When I read about the changes needed in the UK to make this work I thought “that’s my diet” .. which was a pleasant surprise, as I’m always worried my bi-weekly, much enjoyed, joint of beef is killing the planet. It is a diet I’ve pretty much been on for the last 10 years, and as such I can say with quite a lot of conviction that it’s a good one. I won’t say it will be a miracle diet, or even that everyone will find it easy to change, but I want to encourage you to try it. … Personally since switching from grain based to more nut based diet, and since I have “Cut the CRAP” (Colourless, Refined, Artificial, Processed) foods I have more energy, I sleep better, I have less pain in my back, I no longer get frequent reflux or IBS symptoms, I have lost weight, I have better skin, my nails and hair are super-healthy.

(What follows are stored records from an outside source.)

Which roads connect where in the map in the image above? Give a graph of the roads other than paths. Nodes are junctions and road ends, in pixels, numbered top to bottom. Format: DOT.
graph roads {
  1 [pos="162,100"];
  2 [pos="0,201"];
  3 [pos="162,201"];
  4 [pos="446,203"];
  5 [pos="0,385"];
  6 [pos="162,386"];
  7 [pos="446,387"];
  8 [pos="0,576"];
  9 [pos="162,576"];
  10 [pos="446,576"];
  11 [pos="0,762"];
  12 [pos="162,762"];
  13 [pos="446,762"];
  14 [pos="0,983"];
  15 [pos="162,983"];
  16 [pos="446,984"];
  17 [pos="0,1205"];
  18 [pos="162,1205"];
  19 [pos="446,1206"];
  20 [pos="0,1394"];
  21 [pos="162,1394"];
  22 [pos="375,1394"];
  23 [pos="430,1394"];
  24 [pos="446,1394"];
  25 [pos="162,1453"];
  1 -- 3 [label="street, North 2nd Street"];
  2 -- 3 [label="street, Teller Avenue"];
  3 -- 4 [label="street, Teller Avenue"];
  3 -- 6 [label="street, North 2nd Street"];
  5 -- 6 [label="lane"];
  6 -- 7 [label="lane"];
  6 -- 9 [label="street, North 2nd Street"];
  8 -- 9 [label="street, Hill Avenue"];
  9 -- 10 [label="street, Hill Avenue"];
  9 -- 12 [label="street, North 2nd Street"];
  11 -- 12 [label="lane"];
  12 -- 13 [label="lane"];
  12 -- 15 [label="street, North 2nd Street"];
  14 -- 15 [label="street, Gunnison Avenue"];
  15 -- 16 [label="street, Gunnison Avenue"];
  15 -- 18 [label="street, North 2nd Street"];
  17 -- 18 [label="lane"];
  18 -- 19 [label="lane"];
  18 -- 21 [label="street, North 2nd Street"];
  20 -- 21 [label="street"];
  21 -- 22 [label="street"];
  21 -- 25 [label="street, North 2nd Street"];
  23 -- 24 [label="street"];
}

The down side at the moment is it’s really expensive and a lot of the nuts I eat come from abroad. …. But they don’t need to, and if we grew them in the UK we’d have these gorgeous trees lining our streets, gardens, parks etc too. In fact I looked up nut trees native to the UK and there are 5 – Hazel (some versions of the nuts are called cobnuts, who knew they were the same?), walnut, sweet chestnut, beech and oak ( I did not know acorns were human-edible!). How amazing would that be. .. and it really does make me wonder why we clear trees to make space for grains!
I really hope this commissioned study is taken notice of and it’s plans and ideas are put into action. I dream of a food-based utopia in the UK – and if we do this properly maybe we’ll be heading in the right direction, and surely that is worth making some changes for.